The Swedish Academy announced Thursday that Doris Lessing, the 87-year-old British writer, is the recipient of the 2007 Nobel Prize in literature. The academy cited Lessing as an "epicist of the female experience, who with scepticism, fire and visionary power has subjected a divided civilization to scrutiny."

Lessing is known for writing that probed the tense divide between whites and blacks in Africa in the 1950s. "The Grass Is Singing" (1950), for example, examined the relationship between a white farmer's wife and her black servant. The academy called the tale "both a tragedy based in love-hatred and study of unbridgeable racial conflicts."

Her other works include the semi-autobiographical "Children Of Violence" series, also set in Africa. According to the academy, the author's breakthrough work was the "Golden Notebook," published in 1962. "The burgeoning feminist movement," the academy citation announced, "saw it as a pioneering work, and it belongs to the handful of books that inform the 20th century view of the male-female relationship."

Born Doris May Tayler to British parents living in what was then Persia (today, Iran), Lessing is the oldest recipient of the Nobel Prize in literature. An experienced traveller, Lessing has lived in the Middle East, Zimbabwe, South Africa and Great Britain. Because of her criticism of the South African government and its apartheid system, the author was prohibited from visiting the country for nearly 40 years, between 1956 and 1995. Lessing was a member of the British Communist Party in the 1950s and was active in campaigning against nuclear weapons in the following decades.

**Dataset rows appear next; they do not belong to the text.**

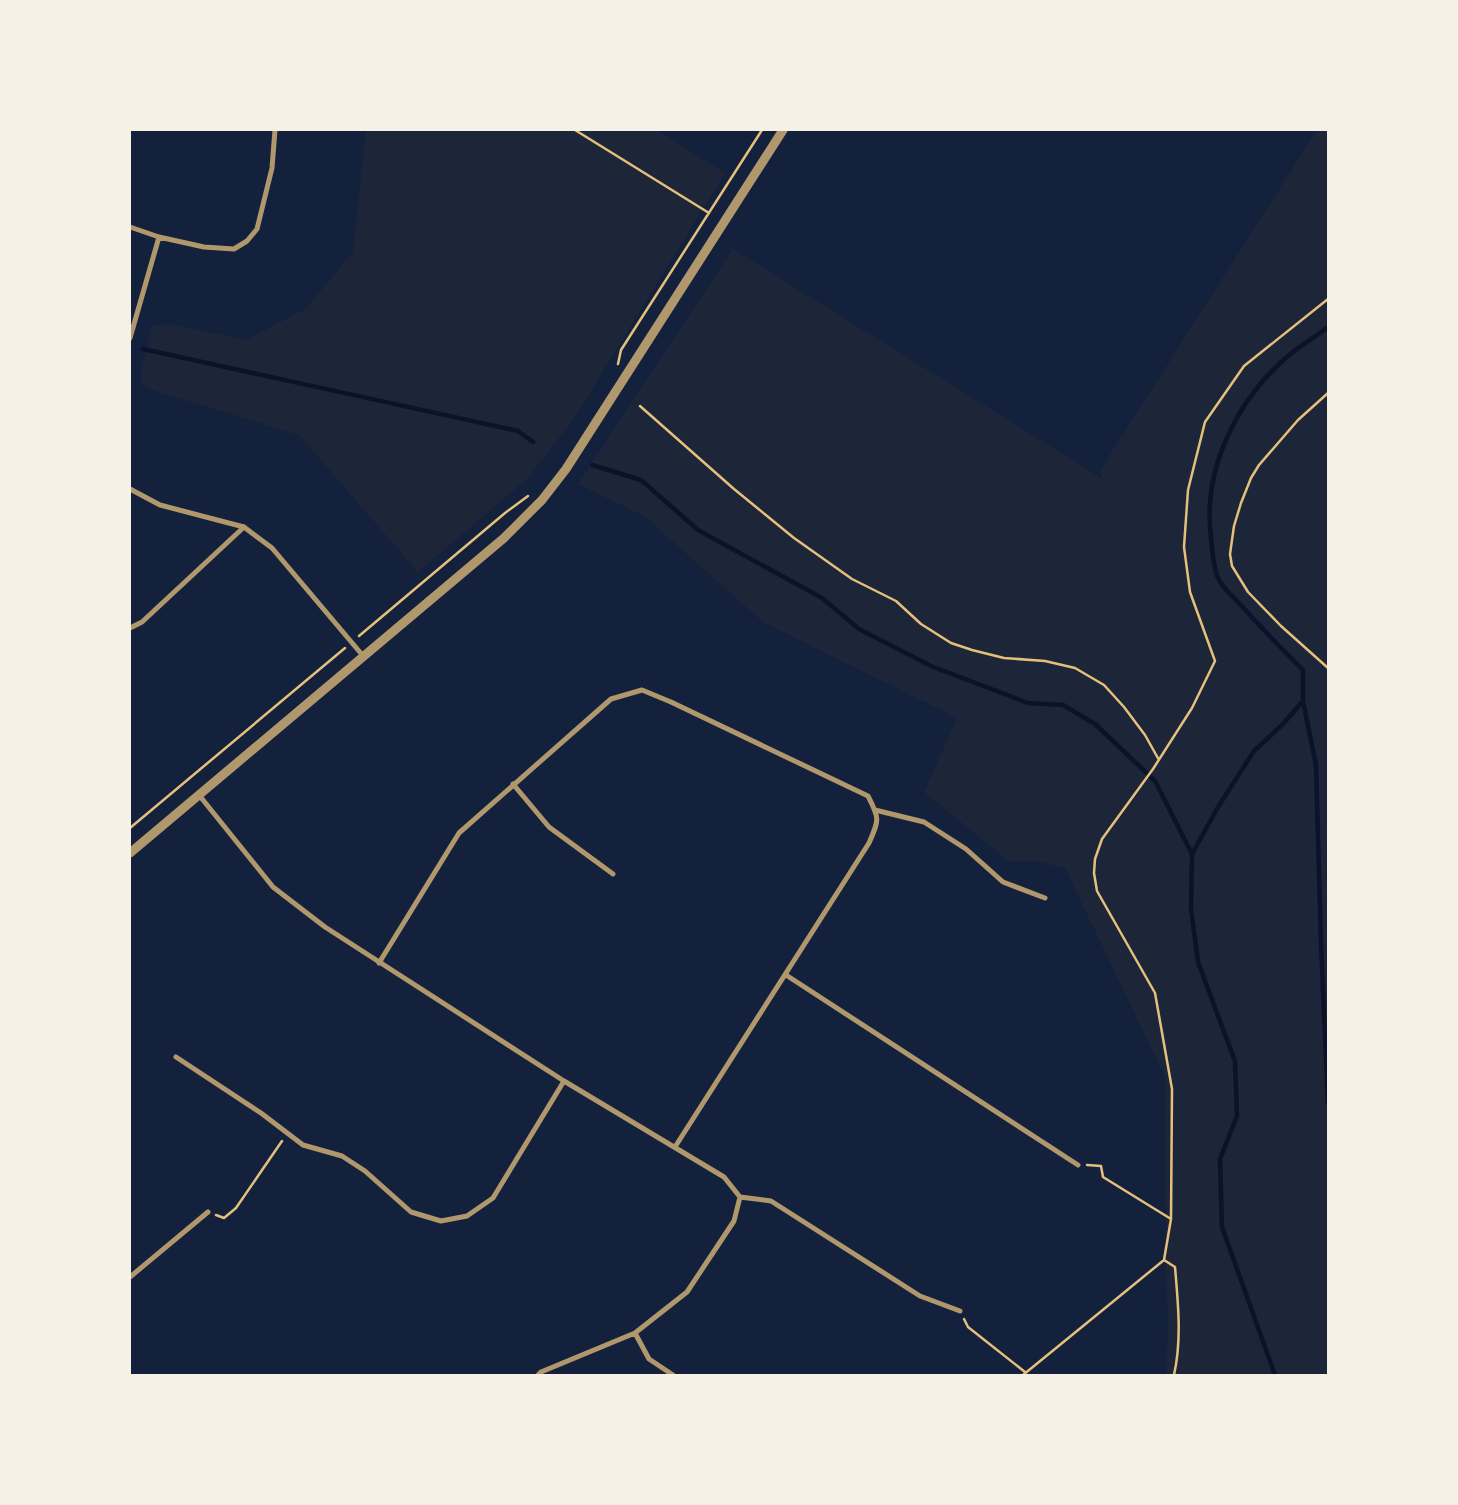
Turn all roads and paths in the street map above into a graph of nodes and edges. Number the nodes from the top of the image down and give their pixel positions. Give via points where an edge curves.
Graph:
1 (275, 130) edge
2 (576, 130) edge
3 (762, 130) edge
4 (783, 130) edge
5 (709, 213) junction
6 (130, 228) edge
7 (159, 237) junction
8 (1328, 298) edge
9 (130, 338) edge
10 (618, 368) dead end
11 (1328, 393) edge
12 (640, 406) dead end
13 (130, 489) edge
14 (535, 491) dead end
15 (244, 527) junction
16 (130, 628) edge
17 (351, 643) junction
18 (364, 658) junction
19 (1328, 668) edge
20 (1159, 760) junction
21 (513, 784) junction
22 (199, 795) junction
23 (875, 810) junction
24 (130, 828) edge
25 (130, 853) edge
26 (613, 874) dead end
27 (1045, 898) dead end
28 (379, 963) junction
29 (786, 975) junction
30 (176, 1057) dead end
31 (564, 1081) junction
32 (288, 1133) junction
33 (675, 1147) junction
34 (1078, 1165) joint
35 (740, 1197) junction
36 (208, 1212) joint
37 (1171, 1219) junction
38 (1164, 1260) junction
39 (130, 1277) edge
40 (960, 1311) joint
41 (635, 1333) junction
42 (1024, 1374) edge
43 (538, 1375) edge
44 (674, 1375) edge
45 (1174, 1375) edge

1 - 7 street via 272,168 257,229 246,241 234,249 204,247
2 - 5 path
3 - 5 path
4 - 18 street via 566,469 542,500 504,538
5 - 10 path via 622,350
6 - 7 street
7 - 9 street
8 - 20 path via 1244,366 1206,422 1188,490 1184,547 1190,592 1215,661 1192,708
11 - 19 path via 1298,420 1251,478 1234,526 1230,554 1232,566 1248,592
12 - 20 path via 794,538 852,579 896,601 921,624 951,643 1004,658 1045,661 1075,668 1104,685 1145,735
13 - 15 street via 160,505
14 - 17 path
15 - 16 street via 142,622
15 - 17 street via 272,548
17 - 18 street
17 - 24 path
18 - 22 street
20 - 37 path via 1102,839 1094,873 1097,891 1155,993 1172,1089
21 - 23 street via 611,699 642,690 868,796
21 - 26 street via 549,827
21 - 28 street via 459,833
22 - 25 street
22 - 28 street via 273,887
23 - 27 street via 924,822 966,850 1004,882
23 - 29 street via 878,824 869,843
28 - 31 street
29 - 33 street
29 - 34 street
30 - 32 street
31 - 32 street via 493,1198 467,1216 441,1221 410,1212 365,1171 342,1156 303,1145
31 - 33 street
32 - 36 path via 236,1208 224,1218
33 - 35 street via 724,1177
34 - 37 path via 1101,1166 1104,1177
35 - 40 street via 771,1201 920,1296
35 - 41 street via 734,1221 687,1292
36 - 39 street
37 - 38 path
38 - 42 path
38 - 45 path via 1175,1267 1180,1318
40 - 42 path via 968,1327
41 - 43 street
41 - 44 street via 649,1359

"When you look at my life," Lessing told the Associated Press in an interview last year, "you can go back to the late 1930s. What I saw was, first of all, Hitler, he was going to live forever. Mussolini was in for 10,000 years. You had the Soviet Union, which was, by definition, going to last forever. There was the British empire -- nobody imagined it could come to an end. So why should one believe in any kind of permanence?"

Most recently Lessing has published "The Sweetest Dream" (2001), "The Grandmothers: Four Short Novels" (2003), "The Story of General Dann and Mara's Daughter, Griot and the Snow Dog" (2005). The author was in Hamburg on Wednesday to read from her most recent novel, "The Cleft" (2007), about an ancient community of women living in a coastal wilderness, without men.

Lessing is the second British writer to win the Nobel prize in literature in three years, after Harold Pinter in 2005. The prize was awarded to Turkey's Orhan Pamuk in 2006.

Worth 10 million Swedish kronor ($1.5 million; €1.1 million), the award will be given officially by Sweden's King Carl XVI Gustaf at a ceremony in Stockholm on Dec. 10. Lessing was not yet aware of the honor as of Thursday afternoon, her literary agent, Jonathan Clowes, told the Associated Press.